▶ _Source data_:

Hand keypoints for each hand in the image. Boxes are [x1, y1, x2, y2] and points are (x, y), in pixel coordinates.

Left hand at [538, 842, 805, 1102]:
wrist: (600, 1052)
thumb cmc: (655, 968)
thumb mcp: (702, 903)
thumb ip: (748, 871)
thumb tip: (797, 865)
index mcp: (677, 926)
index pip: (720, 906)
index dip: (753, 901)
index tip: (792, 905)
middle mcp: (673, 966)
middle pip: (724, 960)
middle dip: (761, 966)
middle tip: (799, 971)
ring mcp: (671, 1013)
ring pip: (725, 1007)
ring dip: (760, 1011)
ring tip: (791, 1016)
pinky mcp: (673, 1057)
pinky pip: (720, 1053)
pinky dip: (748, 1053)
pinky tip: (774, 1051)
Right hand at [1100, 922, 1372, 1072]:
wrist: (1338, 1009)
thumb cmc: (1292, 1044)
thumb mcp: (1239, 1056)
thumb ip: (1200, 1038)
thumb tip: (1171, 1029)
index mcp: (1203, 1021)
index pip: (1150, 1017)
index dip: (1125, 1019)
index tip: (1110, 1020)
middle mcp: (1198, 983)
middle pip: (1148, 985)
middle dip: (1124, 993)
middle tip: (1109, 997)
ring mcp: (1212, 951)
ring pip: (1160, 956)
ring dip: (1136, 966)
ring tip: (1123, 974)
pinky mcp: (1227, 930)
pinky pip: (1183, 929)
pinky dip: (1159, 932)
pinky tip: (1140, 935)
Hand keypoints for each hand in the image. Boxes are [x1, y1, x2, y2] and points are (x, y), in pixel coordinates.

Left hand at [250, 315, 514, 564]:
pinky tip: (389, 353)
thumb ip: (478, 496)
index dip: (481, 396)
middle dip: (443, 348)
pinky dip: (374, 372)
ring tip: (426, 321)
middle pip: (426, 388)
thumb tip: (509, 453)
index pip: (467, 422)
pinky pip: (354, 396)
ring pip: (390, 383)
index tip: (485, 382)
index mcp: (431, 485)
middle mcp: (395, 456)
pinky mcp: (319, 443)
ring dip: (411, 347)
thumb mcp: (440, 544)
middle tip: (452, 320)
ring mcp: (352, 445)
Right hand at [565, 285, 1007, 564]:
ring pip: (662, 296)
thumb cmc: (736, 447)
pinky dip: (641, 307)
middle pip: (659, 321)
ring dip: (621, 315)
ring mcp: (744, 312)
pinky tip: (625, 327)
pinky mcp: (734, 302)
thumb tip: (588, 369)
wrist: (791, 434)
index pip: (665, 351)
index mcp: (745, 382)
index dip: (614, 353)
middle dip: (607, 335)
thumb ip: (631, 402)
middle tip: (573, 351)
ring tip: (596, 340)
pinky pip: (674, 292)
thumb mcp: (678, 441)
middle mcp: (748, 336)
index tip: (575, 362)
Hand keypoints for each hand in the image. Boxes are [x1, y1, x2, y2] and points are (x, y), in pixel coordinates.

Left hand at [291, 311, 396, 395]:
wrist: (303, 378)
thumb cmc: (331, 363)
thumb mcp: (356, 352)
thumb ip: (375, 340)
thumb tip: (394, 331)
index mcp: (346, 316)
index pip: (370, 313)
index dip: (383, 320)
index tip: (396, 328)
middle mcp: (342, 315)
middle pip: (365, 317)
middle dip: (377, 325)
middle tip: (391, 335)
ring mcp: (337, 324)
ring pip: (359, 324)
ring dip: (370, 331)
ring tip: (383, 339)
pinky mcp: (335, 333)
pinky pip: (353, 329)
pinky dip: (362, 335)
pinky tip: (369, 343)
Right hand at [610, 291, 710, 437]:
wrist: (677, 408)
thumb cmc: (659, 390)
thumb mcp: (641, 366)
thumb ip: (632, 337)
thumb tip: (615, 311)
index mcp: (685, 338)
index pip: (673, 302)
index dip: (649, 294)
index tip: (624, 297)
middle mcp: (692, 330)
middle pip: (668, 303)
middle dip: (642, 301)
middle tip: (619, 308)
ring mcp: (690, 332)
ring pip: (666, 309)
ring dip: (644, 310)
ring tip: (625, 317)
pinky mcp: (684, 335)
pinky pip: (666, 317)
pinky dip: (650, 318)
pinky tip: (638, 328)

▶ _What you will do_: Exactly as they appear, print the lines from the one holding "index tip: (624, 297)" through the final line of the entries, and no others.

▶ _Output for this task_:
index tip: (624, 297)
middle mcp: (692, 330)
middle pip: (668, 303)
middle dip: (642, 301)
middle tip: (619, 308)
ring mcp: (690, 332)
ring pip: (666, 309)
ring dip: (644, 310)
ring tip: (625, 317)
pinky mcp: (684, 335)
pinky pip: (666, 317)
pinky dip: (650, 318)
pinky tip: (638, 328)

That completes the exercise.